Too cool, part 46: Perseverance

This is far from the first place you’re likely to have seen this, but there’s also no way I can let this go past. You have almost certainly heard about the touchdown of the Perseverance rover on Mars a few days back; now we have the videos of that touchdown, even taken from multiple perspectives. This is a distinct first: no surface probe, or even orbiting satellite, has had video capabilities for the landing before (and possibly not even on the surface – I have to check that.)

Why couldn’t we see this when it was happened, back on the 18th? First off, the distance of Mars means that it takes eleven minutes (plus or minus – the distance changes as our two planets orbit) for any transmissions to reach here in the first place. But the factor having more effect is simply having a system ready to transmit it. This takes either a lot of power (because video bandwidth is quite high,) or a bit of time, and NASA of course opted for the latter. There was also the possibility of post-processing to be done before transmission, and certainly post-processing after receiving back on Earth, at least for the clip that I’m going to show below.

But first, we need to know what we’re looking at, so let’s see the pertinent aspects of the landing mission.

As mentioned in the video, they wanted the rover to be in a fairly precise location, and even a small degree of randomness could spell the end (or simply just the uselessness) of a multi-million dollar mission.
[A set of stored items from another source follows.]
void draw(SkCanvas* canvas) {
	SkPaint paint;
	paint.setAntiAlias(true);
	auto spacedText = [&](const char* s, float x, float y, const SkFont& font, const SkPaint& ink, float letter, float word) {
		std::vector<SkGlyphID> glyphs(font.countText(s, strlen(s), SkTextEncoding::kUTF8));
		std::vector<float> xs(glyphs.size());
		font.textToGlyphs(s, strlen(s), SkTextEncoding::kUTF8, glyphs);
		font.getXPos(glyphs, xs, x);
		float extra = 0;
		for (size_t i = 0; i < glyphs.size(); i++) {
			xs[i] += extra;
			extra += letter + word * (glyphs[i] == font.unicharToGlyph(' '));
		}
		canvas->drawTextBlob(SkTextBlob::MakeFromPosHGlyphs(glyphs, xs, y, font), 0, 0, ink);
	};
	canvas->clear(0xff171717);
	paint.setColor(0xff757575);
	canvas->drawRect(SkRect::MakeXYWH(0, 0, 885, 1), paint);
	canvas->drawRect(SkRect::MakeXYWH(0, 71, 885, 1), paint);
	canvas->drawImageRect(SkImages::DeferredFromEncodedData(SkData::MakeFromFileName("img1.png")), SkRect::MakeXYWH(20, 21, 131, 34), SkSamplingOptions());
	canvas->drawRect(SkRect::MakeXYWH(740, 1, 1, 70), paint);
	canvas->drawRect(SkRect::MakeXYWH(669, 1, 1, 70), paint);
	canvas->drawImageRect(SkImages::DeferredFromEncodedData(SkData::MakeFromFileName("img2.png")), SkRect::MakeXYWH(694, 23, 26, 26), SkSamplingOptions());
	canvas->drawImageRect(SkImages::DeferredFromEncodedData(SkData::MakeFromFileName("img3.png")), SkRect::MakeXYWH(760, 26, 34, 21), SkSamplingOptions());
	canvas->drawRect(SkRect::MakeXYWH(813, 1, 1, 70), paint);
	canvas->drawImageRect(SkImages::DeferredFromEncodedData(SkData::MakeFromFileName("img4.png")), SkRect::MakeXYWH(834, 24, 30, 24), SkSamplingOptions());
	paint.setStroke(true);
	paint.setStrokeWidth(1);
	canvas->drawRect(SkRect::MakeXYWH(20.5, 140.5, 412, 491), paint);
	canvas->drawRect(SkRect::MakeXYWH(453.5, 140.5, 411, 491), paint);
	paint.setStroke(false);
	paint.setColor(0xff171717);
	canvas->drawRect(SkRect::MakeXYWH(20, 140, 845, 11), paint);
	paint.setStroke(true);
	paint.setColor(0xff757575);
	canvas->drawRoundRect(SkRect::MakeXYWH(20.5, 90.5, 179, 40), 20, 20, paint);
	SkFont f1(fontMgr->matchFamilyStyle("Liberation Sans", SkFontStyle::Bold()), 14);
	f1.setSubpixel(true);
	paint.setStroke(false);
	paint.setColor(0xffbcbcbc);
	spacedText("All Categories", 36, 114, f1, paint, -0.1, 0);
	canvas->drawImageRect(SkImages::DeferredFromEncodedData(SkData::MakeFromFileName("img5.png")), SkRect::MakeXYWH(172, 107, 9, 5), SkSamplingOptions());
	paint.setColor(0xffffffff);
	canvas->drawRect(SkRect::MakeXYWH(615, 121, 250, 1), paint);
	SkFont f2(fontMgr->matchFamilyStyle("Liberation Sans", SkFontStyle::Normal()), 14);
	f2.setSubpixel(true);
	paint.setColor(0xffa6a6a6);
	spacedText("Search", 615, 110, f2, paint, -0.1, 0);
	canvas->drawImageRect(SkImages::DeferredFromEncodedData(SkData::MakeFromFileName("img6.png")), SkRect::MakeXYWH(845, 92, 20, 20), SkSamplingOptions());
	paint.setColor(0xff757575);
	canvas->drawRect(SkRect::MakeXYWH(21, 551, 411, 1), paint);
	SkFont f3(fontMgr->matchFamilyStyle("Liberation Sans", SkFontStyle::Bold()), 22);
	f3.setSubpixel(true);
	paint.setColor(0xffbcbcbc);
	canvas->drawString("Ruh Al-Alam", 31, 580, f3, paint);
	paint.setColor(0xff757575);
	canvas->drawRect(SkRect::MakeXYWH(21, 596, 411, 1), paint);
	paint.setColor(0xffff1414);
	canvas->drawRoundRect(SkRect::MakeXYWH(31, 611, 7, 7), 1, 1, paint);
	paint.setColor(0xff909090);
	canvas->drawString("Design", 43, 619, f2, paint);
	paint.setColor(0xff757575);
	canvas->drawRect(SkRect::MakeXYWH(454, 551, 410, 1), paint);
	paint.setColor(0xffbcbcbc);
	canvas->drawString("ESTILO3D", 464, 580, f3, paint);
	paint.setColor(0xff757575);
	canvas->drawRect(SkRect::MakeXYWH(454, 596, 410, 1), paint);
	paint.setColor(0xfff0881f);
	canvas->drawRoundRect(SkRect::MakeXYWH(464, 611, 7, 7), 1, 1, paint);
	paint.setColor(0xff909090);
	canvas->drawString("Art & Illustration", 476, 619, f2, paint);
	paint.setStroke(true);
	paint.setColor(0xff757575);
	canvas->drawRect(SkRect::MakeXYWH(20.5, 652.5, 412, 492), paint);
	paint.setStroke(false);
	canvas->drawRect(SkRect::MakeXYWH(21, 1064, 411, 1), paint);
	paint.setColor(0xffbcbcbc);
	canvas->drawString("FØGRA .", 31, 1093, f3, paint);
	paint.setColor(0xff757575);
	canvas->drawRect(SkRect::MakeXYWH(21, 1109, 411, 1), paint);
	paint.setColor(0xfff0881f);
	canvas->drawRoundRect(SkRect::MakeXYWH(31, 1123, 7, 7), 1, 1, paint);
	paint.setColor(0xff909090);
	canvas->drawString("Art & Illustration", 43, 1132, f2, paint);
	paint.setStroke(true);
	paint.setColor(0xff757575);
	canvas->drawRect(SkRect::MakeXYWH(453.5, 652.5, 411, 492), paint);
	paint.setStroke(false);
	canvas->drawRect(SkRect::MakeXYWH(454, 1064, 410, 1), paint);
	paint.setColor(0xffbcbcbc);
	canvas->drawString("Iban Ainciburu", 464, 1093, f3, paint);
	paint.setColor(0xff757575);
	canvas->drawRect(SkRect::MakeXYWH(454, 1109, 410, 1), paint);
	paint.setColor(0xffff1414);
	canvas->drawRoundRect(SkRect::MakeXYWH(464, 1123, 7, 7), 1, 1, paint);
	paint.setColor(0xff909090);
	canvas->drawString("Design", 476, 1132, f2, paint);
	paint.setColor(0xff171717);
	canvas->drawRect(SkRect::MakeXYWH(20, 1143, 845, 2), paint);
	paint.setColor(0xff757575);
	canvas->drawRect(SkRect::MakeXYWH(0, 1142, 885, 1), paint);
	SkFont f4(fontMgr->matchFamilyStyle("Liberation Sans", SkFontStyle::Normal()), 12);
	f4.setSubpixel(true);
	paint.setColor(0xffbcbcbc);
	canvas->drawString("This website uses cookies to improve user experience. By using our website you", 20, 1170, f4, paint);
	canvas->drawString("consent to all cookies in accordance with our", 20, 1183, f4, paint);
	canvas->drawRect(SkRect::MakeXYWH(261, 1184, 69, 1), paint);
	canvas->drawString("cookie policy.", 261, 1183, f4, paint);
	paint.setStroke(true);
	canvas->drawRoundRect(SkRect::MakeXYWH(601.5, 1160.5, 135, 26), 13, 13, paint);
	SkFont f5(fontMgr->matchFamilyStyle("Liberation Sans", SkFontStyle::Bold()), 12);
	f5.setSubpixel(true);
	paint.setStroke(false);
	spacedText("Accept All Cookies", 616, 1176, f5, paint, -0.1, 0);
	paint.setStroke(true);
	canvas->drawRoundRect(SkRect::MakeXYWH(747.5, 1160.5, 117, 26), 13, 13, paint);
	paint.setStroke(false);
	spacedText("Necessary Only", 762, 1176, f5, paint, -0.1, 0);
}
But they also had to, in order, slow the entry vehicle down in Mars’ very thin atmosphere, then deploy a rocket-directed landing craft equipped with ground-mapping radar that would find a precise location, as well as determining various hazards and avoiding them. Keep in mind this is all autonomously; the 22+ minutes it would take for images (had they been transmitted ‘real-time’) to reach Earth, then for Earth to send back instructions, would have been far too late. So the Perseverance entry vehicle was programmed to suss out all of this on its own.

There’s also the potential issue of colliding with or being obstructed by the various apparatus used for landing, so all of these were intended to separate distinctly – Perseverance would not be covered by its own parachute, for example. But it also had to touch down in a relatively undisturbed area, not affected by hard rocket blasts, so once they got within a few meters of the surface, the rover itself would be lowered by cables to touch down gently, then the rocket shell would lift higher and shear off to a safe distance before crashing down out of the way. And now we get to see what this all looked like.
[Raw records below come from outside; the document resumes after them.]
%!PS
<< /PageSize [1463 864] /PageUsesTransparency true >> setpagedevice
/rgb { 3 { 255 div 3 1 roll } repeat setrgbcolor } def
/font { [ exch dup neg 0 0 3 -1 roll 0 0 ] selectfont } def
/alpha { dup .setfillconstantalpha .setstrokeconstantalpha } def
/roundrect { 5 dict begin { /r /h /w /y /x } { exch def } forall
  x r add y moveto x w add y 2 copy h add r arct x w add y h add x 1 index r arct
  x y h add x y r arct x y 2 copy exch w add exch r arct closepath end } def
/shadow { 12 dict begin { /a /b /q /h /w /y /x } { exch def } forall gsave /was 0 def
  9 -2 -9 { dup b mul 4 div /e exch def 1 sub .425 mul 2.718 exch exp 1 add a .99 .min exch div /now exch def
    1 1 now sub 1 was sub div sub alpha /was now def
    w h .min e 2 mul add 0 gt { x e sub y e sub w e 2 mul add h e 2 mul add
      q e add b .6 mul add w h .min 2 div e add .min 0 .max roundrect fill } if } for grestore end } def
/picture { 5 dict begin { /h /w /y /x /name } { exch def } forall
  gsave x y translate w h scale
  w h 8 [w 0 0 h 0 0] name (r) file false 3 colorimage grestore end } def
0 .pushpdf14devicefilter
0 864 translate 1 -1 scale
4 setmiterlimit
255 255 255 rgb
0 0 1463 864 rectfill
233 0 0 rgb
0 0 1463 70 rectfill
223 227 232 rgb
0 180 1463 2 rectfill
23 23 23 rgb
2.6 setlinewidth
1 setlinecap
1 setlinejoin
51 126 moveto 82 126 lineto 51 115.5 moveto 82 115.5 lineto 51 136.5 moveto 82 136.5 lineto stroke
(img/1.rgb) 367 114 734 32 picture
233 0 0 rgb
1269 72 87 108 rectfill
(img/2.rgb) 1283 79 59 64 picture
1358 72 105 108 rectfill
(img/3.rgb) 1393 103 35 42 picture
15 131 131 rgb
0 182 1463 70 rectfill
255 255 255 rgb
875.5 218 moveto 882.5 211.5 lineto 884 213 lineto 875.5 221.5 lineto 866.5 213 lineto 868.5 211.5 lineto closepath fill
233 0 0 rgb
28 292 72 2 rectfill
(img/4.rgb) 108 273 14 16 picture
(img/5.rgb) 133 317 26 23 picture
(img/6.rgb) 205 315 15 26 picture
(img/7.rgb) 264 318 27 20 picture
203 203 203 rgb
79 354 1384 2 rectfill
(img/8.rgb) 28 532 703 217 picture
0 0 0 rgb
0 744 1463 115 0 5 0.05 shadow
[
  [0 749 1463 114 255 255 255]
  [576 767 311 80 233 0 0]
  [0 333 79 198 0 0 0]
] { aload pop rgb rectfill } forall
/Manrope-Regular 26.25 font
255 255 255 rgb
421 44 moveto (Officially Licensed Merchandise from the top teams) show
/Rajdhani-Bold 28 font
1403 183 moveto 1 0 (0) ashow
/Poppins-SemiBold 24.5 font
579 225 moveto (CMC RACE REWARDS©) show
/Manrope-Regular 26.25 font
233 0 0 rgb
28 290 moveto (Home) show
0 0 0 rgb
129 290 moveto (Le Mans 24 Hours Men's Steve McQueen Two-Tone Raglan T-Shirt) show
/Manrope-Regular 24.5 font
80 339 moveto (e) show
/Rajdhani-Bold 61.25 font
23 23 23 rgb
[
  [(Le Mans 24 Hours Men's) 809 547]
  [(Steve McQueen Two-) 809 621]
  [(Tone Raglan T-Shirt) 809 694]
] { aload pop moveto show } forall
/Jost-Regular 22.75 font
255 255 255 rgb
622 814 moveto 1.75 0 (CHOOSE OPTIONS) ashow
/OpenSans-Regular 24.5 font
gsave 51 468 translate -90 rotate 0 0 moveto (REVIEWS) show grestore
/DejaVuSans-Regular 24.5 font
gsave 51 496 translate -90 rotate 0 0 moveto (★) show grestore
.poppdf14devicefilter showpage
The video quality is amazing, and the descent speed almost harrowing, but bear in mind, Mars’ atmosphere is less than 1% as dense as Earth’s, while the gravity is only 38%. The parachute had far less to grab, but (the same as the rockets) had less to fight against in the form of gravitational pull. And it all worked quite well. One of the things I had found was that the lander wasn’t intended to stir up too much dust, partially because this might settle again on instruments and solar panels, but it was enough to obscure the lander entirely right before touchdown; hopefully this was within tolerances.

And there’s one more bit: Perseverance has a freaking helicopter on board!

Named Ingenuity, this drone (in the true meaning of the word) spans 1.2 meters across the rotors, and is merely a proof-of-concept demonstrator right now; if all goes well, it could open up the possibility of exploring Mars by helicopter instead of plodding rovers. Remember: 1% of Earth’s atmospheric density and 38% of its gravity. This makes designing a helicopter for those conditions quite challenging, and as an example, the rotors spin at 2,400 RPM; full-size helicopters here operate at roughly 300 RPM, though quadcopters and the like are faster. We should eventually see the lift-off of Ingenuity taken from Perseverance, and a handful of still photos taken by Ingenuity on its brief flight above another planet. Rotorcraft enthusiast that I am, I’m psyched by this one.

There are tons more videos out there (like this fabulous one,) going into greater detail if you have the desire (and you should.) Check them out, but be prepared to go down a rabbit-hole or three. It’ll be well worth the time.